→ **Data extracts**
====================

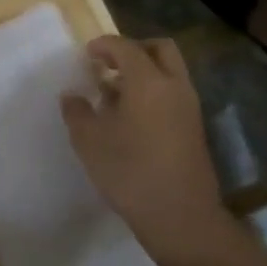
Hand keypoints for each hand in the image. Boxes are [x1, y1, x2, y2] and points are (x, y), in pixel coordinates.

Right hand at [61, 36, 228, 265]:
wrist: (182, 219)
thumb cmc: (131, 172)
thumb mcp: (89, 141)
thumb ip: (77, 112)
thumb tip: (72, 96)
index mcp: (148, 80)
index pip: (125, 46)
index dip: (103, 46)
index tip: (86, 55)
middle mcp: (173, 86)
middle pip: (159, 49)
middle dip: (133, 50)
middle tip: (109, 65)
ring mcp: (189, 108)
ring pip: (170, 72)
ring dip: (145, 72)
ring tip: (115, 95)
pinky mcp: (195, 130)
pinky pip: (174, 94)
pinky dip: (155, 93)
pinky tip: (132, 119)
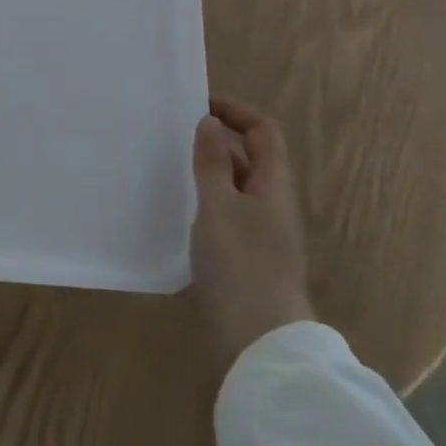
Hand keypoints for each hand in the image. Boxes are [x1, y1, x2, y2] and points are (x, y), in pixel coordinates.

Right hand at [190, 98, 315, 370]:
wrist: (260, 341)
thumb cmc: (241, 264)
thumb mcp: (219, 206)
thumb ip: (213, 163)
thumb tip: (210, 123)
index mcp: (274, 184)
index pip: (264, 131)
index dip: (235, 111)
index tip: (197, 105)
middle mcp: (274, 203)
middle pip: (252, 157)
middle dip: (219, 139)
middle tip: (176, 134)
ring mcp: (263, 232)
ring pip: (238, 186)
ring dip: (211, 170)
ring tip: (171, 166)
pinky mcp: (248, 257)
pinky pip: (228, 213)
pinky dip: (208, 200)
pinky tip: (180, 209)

====================

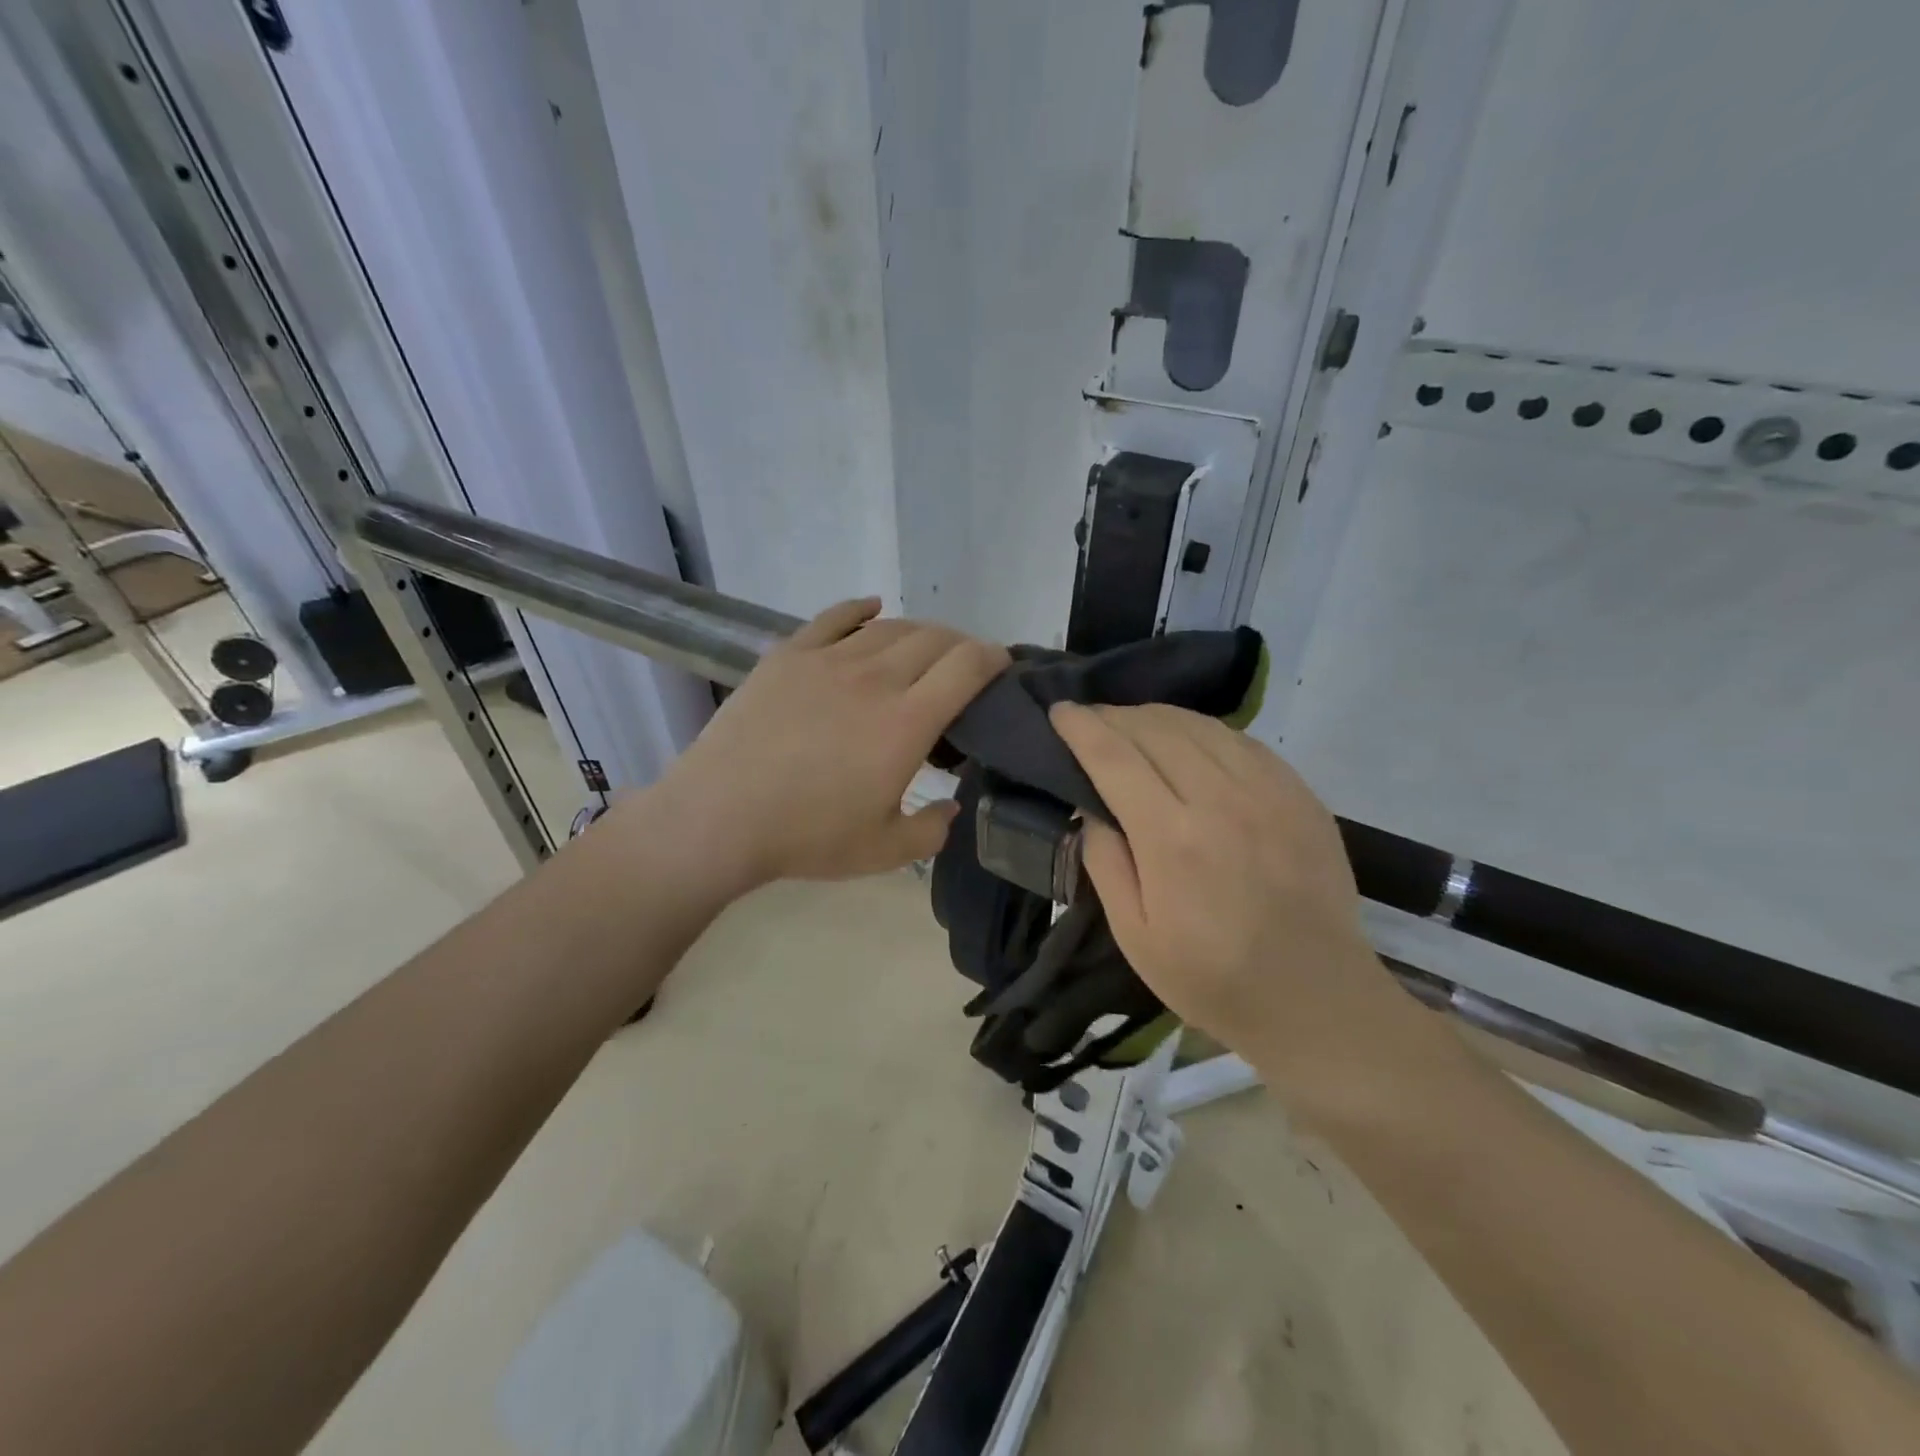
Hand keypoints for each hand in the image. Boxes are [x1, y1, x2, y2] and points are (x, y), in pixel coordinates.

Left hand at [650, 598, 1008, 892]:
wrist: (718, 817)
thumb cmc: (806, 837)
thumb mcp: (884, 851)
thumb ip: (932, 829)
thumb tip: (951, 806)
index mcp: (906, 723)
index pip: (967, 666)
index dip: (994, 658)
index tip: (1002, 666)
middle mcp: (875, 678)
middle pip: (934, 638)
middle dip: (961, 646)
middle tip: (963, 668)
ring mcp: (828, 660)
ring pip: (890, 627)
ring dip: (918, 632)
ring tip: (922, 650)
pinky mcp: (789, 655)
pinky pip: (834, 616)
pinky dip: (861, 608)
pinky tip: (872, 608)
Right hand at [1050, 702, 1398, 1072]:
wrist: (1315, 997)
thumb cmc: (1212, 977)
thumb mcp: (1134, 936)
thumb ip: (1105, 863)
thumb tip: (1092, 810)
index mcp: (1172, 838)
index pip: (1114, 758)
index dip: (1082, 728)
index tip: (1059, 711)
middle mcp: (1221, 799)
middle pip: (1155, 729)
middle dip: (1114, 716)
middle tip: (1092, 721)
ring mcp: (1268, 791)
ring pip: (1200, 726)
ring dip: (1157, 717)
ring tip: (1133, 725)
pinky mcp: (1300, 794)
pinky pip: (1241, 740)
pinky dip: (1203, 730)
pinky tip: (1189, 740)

====================

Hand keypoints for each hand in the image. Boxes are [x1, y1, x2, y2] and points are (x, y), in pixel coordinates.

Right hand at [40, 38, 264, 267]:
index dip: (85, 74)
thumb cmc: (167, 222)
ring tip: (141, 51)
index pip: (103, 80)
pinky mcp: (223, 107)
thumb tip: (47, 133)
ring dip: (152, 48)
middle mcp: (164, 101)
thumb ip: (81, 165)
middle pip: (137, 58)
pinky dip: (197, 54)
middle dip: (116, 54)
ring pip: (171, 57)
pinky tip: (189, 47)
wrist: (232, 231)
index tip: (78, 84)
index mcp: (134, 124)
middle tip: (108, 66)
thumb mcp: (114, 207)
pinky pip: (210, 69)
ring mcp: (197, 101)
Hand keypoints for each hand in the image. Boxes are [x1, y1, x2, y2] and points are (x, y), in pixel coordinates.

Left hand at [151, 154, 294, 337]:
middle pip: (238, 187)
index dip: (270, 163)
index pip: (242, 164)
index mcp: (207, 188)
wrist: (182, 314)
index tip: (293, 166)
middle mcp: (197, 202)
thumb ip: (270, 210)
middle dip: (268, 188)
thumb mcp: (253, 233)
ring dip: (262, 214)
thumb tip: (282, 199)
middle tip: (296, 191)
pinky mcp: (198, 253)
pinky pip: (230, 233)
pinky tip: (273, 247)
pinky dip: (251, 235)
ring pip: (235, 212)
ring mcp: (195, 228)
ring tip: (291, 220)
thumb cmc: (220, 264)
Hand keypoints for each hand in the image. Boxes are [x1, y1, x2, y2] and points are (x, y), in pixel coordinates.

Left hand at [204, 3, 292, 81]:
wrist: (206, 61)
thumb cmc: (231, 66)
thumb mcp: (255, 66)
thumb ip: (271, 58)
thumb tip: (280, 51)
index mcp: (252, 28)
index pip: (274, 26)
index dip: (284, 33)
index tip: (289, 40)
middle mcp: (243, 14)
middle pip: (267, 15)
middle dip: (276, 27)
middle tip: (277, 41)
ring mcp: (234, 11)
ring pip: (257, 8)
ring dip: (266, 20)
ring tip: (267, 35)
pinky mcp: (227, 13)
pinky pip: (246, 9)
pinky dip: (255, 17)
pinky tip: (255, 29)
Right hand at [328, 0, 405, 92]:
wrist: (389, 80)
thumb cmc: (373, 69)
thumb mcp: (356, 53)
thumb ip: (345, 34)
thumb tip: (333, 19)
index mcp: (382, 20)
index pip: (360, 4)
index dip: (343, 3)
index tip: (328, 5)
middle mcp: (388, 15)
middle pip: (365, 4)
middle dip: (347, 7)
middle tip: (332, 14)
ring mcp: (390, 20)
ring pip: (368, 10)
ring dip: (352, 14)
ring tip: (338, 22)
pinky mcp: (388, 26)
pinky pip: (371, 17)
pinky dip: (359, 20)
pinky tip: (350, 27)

====================

Within the material above, transcribe exactly the lines that run from the line holding "index tip: (1002, 666)" through the line holding "pinky tip: (1189, 740)".

→ **Answer for the task**
index tip: (1002, 666)
middle mcp: (875, 678)
middle pip: (934, 638)
middle dip: (961, 646)
middle tip: (963, 668)
ring mcp: (828, 660)
ring pip: (890, 627)
ring dip: (918, 632)
ring tip: (922, 650)
pinky mcp: (789, 655)
pinky pip: (834, 616)
pinky dip: (861, 608)
pinky tip: (872, 608)
Right hand at [1050, 702, 1398, 1072]:
wrist: (1315, 997)
thumb cmc: (1212, 977)
thumb mcp: (1134, 936)
thumb ip: (1105, 863)
thumb tip: (1092, 810)
index mcp: (1172, 838)
index pip: (1114, 758)
index dip: (1082, 728)
index tip: (1059, 711)
middle mcp: (1221, 799)
middle pip: (1155, 729)
middle dip: (1114, 716)
middle tip: (1092, 721)
ring mcp: (1268, 791)
ring pip: (1200, 726)
ring dip: (1157, 717)
ring tip: (1133, 725)
pinky mcp: (1300, 794)
pinky pip: (1241, 740)
pinky dip: (1203, 730)
pinky tip: (1189, 740)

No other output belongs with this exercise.